By the way, Dark One, note that the recommendations in this thread are not 'movie soundtrack' style scary. I don't dispute that they're not 'scary' or sick, but don't listen to some of this stuff expecting haunting choirs and crying angels etc (like the soundtrack to "The Omen"). I'm sure npearce would not disagree.
 
JayKeeley said:
By the way, Dark One, note that the recommendations in this thread are not 'movie soundtrack' style scary. I don't dispute that they're not 'scary' or sick, but don't listen to some of this stuff expecting haunting choirs and crying angels etc (like the soundtrack to "The Omen").
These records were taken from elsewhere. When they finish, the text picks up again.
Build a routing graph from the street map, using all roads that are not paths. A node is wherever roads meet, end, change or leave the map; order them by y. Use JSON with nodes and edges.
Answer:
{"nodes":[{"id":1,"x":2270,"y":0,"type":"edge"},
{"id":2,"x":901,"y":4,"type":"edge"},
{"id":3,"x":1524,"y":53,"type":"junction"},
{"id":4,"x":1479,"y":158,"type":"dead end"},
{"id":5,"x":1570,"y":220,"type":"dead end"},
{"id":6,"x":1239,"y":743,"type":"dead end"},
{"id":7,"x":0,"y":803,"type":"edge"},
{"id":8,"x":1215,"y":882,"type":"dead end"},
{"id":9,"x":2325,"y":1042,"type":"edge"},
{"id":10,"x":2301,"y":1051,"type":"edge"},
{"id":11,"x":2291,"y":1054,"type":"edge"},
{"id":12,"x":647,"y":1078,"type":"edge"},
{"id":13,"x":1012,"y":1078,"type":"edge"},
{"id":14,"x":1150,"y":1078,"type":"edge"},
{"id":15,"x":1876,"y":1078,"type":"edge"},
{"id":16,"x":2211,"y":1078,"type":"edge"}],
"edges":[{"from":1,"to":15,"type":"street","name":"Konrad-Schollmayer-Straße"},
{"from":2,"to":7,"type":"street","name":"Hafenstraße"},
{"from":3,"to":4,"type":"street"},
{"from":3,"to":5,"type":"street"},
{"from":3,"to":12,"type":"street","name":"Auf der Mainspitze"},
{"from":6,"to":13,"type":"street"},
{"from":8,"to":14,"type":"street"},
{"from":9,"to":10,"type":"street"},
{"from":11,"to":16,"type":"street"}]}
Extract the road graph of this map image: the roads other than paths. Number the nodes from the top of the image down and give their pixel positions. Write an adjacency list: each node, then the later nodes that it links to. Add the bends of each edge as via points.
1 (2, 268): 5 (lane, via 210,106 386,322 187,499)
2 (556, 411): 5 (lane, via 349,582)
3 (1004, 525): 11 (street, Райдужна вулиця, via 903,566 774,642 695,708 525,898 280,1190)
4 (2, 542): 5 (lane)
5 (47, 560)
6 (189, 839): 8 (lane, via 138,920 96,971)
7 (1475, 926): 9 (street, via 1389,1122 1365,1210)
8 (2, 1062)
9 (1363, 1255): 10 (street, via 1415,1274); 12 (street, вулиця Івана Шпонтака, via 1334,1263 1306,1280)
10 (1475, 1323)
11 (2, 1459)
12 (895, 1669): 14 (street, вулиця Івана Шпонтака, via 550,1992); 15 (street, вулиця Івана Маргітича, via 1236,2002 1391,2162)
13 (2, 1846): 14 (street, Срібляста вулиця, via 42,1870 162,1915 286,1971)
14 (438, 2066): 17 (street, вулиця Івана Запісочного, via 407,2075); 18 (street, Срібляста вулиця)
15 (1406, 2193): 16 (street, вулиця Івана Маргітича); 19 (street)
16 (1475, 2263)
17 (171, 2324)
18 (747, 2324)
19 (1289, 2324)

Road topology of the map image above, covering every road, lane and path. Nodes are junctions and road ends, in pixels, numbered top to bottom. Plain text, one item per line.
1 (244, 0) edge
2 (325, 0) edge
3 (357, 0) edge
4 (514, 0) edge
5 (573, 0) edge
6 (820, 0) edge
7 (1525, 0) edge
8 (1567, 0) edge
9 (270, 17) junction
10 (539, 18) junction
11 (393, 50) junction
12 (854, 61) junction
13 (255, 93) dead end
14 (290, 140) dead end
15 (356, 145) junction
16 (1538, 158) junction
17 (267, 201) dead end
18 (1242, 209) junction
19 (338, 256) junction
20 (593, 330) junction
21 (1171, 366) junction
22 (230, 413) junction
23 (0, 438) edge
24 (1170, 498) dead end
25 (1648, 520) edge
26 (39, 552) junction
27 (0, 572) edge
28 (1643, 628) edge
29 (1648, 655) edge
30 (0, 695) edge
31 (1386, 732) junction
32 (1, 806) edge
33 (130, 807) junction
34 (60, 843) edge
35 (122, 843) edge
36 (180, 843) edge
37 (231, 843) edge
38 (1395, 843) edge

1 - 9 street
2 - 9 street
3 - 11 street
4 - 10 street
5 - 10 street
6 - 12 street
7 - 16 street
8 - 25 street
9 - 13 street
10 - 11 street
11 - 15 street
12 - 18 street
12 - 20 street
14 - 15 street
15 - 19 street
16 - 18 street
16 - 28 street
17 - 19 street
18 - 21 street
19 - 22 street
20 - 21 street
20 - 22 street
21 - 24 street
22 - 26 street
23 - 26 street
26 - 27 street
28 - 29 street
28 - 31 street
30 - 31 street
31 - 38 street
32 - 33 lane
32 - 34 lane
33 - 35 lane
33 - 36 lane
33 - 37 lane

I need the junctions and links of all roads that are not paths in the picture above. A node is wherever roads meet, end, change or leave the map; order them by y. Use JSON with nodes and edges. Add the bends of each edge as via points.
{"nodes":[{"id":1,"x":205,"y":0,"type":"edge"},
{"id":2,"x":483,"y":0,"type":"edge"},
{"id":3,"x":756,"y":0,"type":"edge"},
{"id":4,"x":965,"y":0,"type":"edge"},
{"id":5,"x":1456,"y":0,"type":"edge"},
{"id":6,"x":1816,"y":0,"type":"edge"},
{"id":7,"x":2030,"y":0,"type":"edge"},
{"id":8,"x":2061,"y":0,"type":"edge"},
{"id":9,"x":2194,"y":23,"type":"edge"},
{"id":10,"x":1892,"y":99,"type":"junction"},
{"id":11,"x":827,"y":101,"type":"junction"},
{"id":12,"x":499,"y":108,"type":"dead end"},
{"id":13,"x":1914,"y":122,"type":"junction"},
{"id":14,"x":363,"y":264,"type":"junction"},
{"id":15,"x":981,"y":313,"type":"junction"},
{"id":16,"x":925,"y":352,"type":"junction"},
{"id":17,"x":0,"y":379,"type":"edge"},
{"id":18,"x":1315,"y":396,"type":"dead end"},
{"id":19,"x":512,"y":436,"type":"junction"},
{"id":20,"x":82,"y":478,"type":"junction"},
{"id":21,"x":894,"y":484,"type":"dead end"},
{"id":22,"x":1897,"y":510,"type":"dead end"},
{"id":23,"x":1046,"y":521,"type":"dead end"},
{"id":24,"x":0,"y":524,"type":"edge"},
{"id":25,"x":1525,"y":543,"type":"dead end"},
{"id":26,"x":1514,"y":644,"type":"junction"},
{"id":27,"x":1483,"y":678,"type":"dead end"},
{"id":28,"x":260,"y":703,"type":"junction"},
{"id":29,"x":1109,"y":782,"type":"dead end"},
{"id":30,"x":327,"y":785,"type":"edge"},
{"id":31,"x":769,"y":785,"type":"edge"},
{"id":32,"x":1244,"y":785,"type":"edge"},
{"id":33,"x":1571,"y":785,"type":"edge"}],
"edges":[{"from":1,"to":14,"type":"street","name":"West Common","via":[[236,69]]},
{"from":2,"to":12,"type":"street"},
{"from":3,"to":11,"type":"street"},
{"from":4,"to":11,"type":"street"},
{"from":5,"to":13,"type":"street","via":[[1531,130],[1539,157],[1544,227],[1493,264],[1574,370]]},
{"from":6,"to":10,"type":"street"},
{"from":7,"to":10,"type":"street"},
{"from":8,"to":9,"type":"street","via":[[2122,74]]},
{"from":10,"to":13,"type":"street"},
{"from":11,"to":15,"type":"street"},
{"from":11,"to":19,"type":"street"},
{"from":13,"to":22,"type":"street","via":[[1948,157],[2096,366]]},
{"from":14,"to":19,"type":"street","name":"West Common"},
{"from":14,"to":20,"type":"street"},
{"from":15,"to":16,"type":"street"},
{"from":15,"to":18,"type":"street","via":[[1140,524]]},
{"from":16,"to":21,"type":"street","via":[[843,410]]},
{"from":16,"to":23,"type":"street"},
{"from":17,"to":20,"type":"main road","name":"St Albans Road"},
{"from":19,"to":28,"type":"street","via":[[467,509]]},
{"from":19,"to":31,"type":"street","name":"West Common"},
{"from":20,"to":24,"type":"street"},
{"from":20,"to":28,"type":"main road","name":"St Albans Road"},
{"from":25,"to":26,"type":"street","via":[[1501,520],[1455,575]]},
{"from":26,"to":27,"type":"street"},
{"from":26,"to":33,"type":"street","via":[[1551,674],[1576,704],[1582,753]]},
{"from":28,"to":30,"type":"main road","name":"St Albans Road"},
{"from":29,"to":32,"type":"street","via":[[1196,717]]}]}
I'm sure npearce would not disagree.

Gotcha. Well, that's cool, I mean haunting choirs and so forth I'm sure would also be up my alley, but I was really just looking for anything in the world of metal (or perhaps non-metal) that has that atmosphere that just gives you the creeps and is intense and unsettling. It doesn't necessarily have to sound like "The Omen" or anything, just that kind of eerie overall vibe. :zombie:
 
Dark One said:
Gotcha. Well, that's cool, I mean haunting choirs and so forth I'm sure would also be up my alley, but I was really just looking for anything in the world of metal (or perhaps non-metal) that has that atmosphere that just gives you the creeps and is intense and unsettling. It doesn't necessarily have to sound like "The Omen" or anything, just that kind of eerie overall vibe. :zombie:

Yeah sure - I know what ya mean.

Look, do the following:

(a) get yourself a DVD player that plays all regions
(b) get yourself a copy of the directors cut for Texas Chainsaw Massacre
(c) watch with the sound off and play Khanate instead

You'll never sleep again.
 
JayKeeley said:
Yeah sure - I know what ya mean.

Look, do the following:

(a) get yourself a DVD player that plays all regions
(b) get yourself a copy of the directors cut for Texas Chainsaw Massacre
(c) watch with the sound off and play Khanate instead

You'll never sleep again.

Awwwww man, I SOOO want that TCM Director's Cut DVD. Isn't there one that plays on U.S. DVD players?
 
Dark One said:
Awwwww man, I SOOO want that TCM Director's Cut DVD. Isn't there one that plays on U.S. DVD players?

Let me check. To be honest, I assumed it was a region 2 because I ordered it from the UK. It might be a region 0 which means it will play on anything. Either way, you'll need to buy it from ol 'blighty. The US version is crud.